Bruno Farley, the barrel-chested Wesen butcher with his own human livestock pen, crossed the slaughter room and opened the walk-in cooler. Inside, only three human carcasses remained. Beheaded, disemboweled and skinned, they hung from meat hooks on a U-shaped track. He grabbed the one Chef had chosen and tagged earlier, and lifted it off its hook. Chef had already claimed the organs and sweetbreads. Slinging the gutted carcass over his shoulder, the butcher walked to his preparation table and laid it out.
With the last week upon them, he’d have to pick up the pace to meet demand. From now until the end, he should have at least six carcasses ready for butchering at all times. That should keep him busy until it was time to move on.

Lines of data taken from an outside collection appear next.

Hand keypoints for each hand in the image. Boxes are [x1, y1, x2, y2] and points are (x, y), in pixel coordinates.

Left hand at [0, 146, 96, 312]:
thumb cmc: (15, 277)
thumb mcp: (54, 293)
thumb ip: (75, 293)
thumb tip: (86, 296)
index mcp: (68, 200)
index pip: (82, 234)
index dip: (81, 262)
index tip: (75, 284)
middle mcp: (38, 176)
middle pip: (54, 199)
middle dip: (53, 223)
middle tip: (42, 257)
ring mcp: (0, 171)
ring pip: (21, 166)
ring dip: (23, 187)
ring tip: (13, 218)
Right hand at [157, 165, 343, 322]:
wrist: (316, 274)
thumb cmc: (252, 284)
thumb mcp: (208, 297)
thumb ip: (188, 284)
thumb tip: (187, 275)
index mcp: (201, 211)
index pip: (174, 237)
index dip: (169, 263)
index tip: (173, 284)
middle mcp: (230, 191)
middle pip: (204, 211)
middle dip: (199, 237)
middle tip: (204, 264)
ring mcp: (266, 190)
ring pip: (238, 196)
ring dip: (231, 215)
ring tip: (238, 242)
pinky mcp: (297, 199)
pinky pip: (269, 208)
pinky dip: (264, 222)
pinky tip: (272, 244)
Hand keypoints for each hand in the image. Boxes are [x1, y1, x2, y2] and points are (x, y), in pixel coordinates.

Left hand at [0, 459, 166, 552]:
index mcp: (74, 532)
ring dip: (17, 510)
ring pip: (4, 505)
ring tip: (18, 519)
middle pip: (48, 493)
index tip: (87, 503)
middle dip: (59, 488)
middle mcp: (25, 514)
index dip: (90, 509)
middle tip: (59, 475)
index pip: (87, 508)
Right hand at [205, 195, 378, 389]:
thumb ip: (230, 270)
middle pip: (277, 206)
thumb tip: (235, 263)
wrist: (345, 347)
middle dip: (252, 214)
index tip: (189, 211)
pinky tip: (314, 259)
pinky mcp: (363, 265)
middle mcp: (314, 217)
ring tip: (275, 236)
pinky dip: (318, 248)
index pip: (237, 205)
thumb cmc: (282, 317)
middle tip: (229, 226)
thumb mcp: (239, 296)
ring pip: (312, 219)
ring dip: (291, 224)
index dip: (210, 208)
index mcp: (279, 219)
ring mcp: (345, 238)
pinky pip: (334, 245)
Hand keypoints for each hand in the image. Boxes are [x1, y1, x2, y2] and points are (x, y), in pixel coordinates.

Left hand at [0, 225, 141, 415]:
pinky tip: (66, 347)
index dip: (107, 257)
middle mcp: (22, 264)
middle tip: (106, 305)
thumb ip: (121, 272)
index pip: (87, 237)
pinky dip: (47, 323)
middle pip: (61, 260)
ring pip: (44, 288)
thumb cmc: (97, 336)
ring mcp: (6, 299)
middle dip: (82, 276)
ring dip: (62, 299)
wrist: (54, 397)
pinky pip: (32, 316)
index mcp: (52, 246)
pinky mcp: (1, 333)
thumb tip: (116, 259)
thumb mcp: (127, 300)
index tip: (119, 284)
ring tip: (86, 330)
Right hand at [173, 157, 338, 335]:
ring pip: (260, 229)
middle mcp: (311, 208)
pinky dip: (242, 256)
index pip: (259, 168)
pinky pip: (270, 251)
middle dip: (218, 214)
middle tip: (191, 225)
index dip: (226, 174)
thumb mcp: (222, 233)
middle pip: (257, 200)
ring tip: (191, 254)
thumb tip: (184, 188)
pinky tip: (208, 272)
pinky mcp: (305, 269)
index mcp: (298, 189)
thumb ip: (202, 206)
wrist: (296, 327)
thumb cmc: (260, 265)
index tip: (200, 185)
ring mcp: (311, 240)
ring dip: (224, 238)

He opened the large drawer under the worktable and took out his twenty-five-inch meat saw, a meat hook with a welded metal handle, his solid metal meat cleaver, and a few carving knives. Before he began in earnest, he checked the edges of the blades and sharpened two of the smaller ones, which he’d need to slice every last scrap of meat from the bone. Whatever he overlooked would come off in soup pots and roasts. They never wasted anything—except the bones.
Slamming the meat hook into the flesh to hold it in place, he cut his way down the length of the carcass with the meat saw in his right hand. He then bisected both halves below the ribs to complete the quartering process. Lifting a top quarter—not quite the same as the forequarter of a beef carcass but close—he hung it from a sharp hook on a gambrel suspended from the ceiling. He fixed the other top quarter beside the first so he could focus on the hindquarters. Each arm sagged down—fingers curled as if clutching spare change—and spun independently of the other, following the movement of the separate hooks. A butcher’s mobile.
Setting the handsaw aside, Farley picked up his largest carving knife and sliced the top of the right leg clear of the hip, repeating the process for the left. Then he switched to his cleaver and, with powerful overhead swings, chopped both legs in half. Not the best cuts of meat, he pushed them to the back of the table. He cut off rump roasts, then flank steaks, before sirloin steaks and the tenderloin for filet mignon. He arranged these cuts on the back of the table, which he would wrap later and keep refrigerated until Chef came for them.